■ **Instructions for the task**
Nothing in the data should change when you return it, but leave the pictures out.

[Collected data]
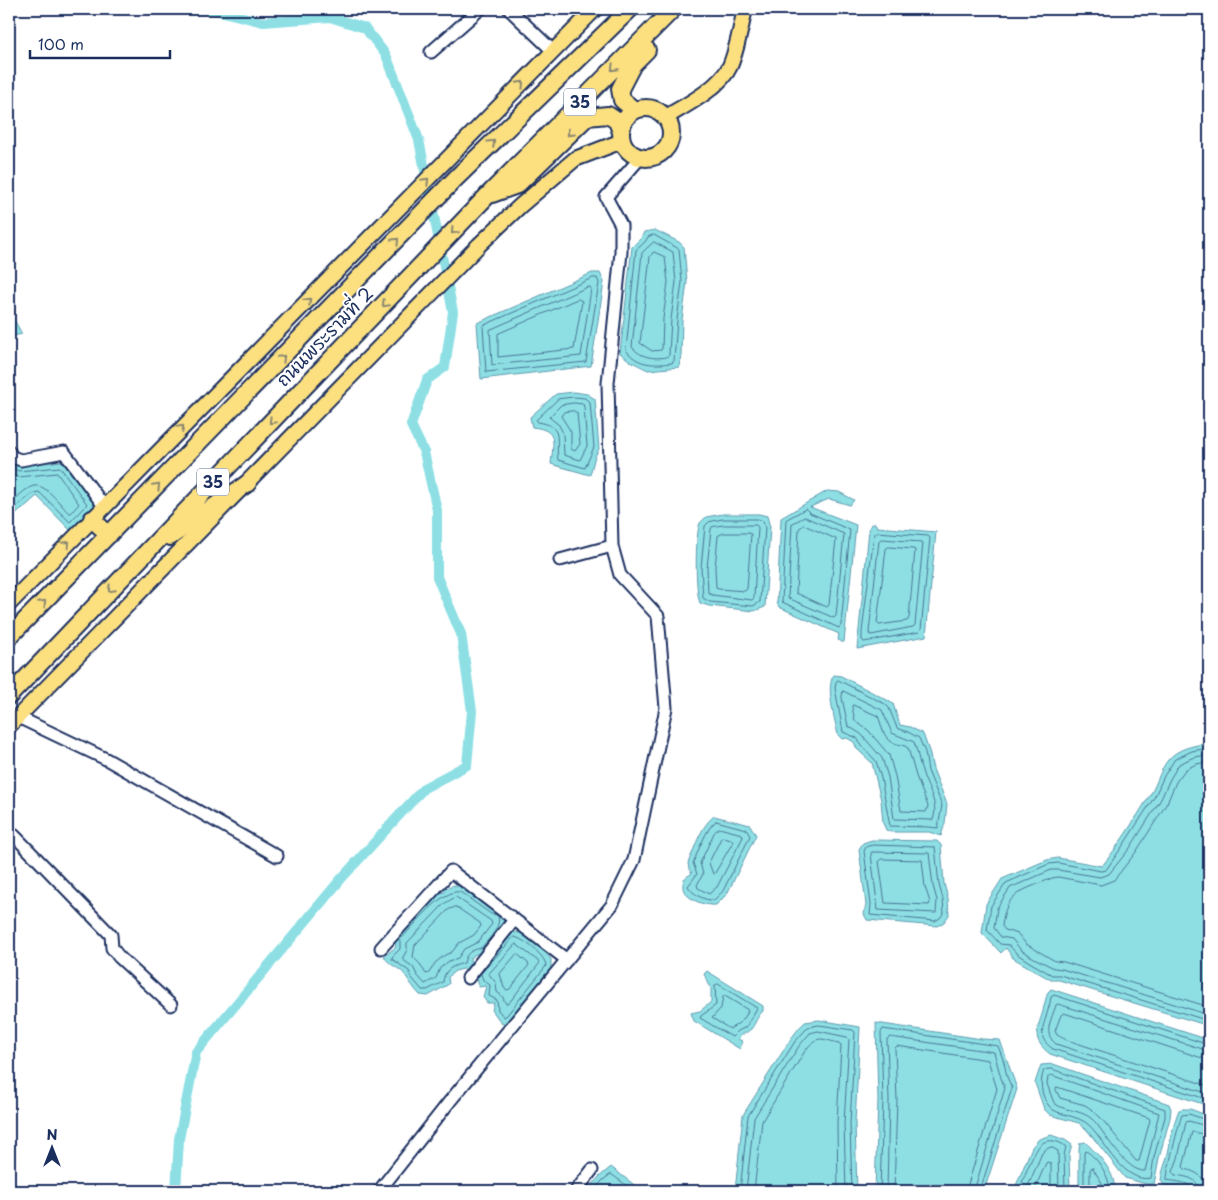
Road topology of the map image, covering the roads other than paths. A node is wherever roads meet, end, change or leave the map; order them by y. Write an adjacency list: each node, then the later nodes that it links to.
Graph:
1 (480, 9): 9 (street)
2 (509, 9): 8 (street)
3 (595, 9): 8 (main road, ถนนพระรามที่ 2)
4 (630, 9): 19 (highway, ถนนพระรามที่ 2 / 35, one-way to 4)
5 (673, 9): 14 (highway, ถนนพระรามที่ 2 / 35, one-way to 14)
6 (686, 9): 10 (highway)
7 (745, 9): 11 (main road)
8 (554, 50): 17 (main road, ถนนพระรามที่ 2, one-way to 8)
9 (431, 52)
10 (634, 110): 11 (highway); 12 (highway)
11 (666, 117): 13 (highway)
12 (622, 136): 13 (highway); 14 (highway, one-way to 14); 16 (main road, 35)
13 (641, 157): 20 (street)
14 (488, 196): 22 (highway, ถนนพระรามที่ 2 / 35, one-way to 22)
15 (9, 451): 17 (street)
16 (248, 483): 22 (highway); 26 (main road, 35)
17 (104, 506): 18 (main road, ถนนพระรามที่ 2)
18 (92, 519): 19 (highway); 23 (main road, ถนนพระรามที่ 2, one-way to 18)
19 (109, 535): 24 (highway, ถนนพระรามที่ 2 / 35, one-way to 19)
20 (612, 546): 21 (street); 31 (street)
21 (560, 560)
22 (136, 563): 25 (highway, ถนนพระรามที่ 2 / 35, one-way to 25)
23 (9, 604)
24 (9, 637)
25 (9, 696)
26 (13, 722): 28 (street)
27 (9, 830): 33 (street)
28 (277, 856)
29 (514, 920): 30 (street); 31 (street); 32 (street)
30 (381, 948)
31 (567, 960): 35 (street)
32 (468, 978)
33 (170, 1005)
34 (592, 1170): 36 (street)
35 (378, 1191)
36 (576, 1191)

■ **Answer for the task**
Road topology of the map image, covering the roads other than paths. A node is wherever roads meet, end, change or leave the map; order them by y. Write an adjacency list: each node, then the later nodes that it links to.
Graph:
1 (480, 9): 9 (street)
2 (509, 9): 8 (street)
3 (595, 9): 8 (main road, ถนนพระรามที่ 2)
4 (630, 9): 19 (highway, ถนนพระรามที่ 2 / 35, one-way to 4)
5 (673, 9): 14 (highway, ถนนพระรามที่ 2 / 35, one-way to 14)
6 (686, 9): 10 (highway)
7 (745, 9): 11 (main road)
8 (554, 50): 17 (main road, ถนนพระรามที่ 2, one-way to 8)
9 (431, 52)
10 (634, 110): 11 (highway); 12 (highway)
11 (666, 117): 13 (highway)
12 (622, 136): 13 (highway); 14 (highway, one-way to 14); 16 (main road, 35)
13 (641, 157): 20 (street)
14 (488, 196): 22 (highway, ถนนพระรามที่ 2 / 35, one-way to 22)
15 (9, 451): 17 (street)
16 (248, 483): 22 (highway); 26 (main road, 35)
17 (104, 506): 18 (main road, ถนนพระรามที่ 2)
18 (92, 519): 19 (highway); 23 (main road, ถนนพระรามที่ 2, one-way to 18)
19 (109, 535): 24 (highway, ถนนพระรามที่ 2 / 35, one-way to 19)
20 (612, 546): 21 (street); 31 (street)
21 (560, 560)
22 (136, 563): 25 (highway, ถนนพระรามที่ 2 / 35, one-way to 25)
23 (9, 604)
24 (9, 637)
25 (9, 696)
26 (13, 722): 28 (street)
27 (9, 830): 33 (street)
28 (277, 856)
29 (514, 920): 30 (street); 31 (street); 32 (street)
30 (381, 948)
31 (567, 960): 35 (street)
32 (468, 978)
33 (170, 1005)
34 (592, 1170): 36 (street)
35 (378, 1191)
36 (576, 1191)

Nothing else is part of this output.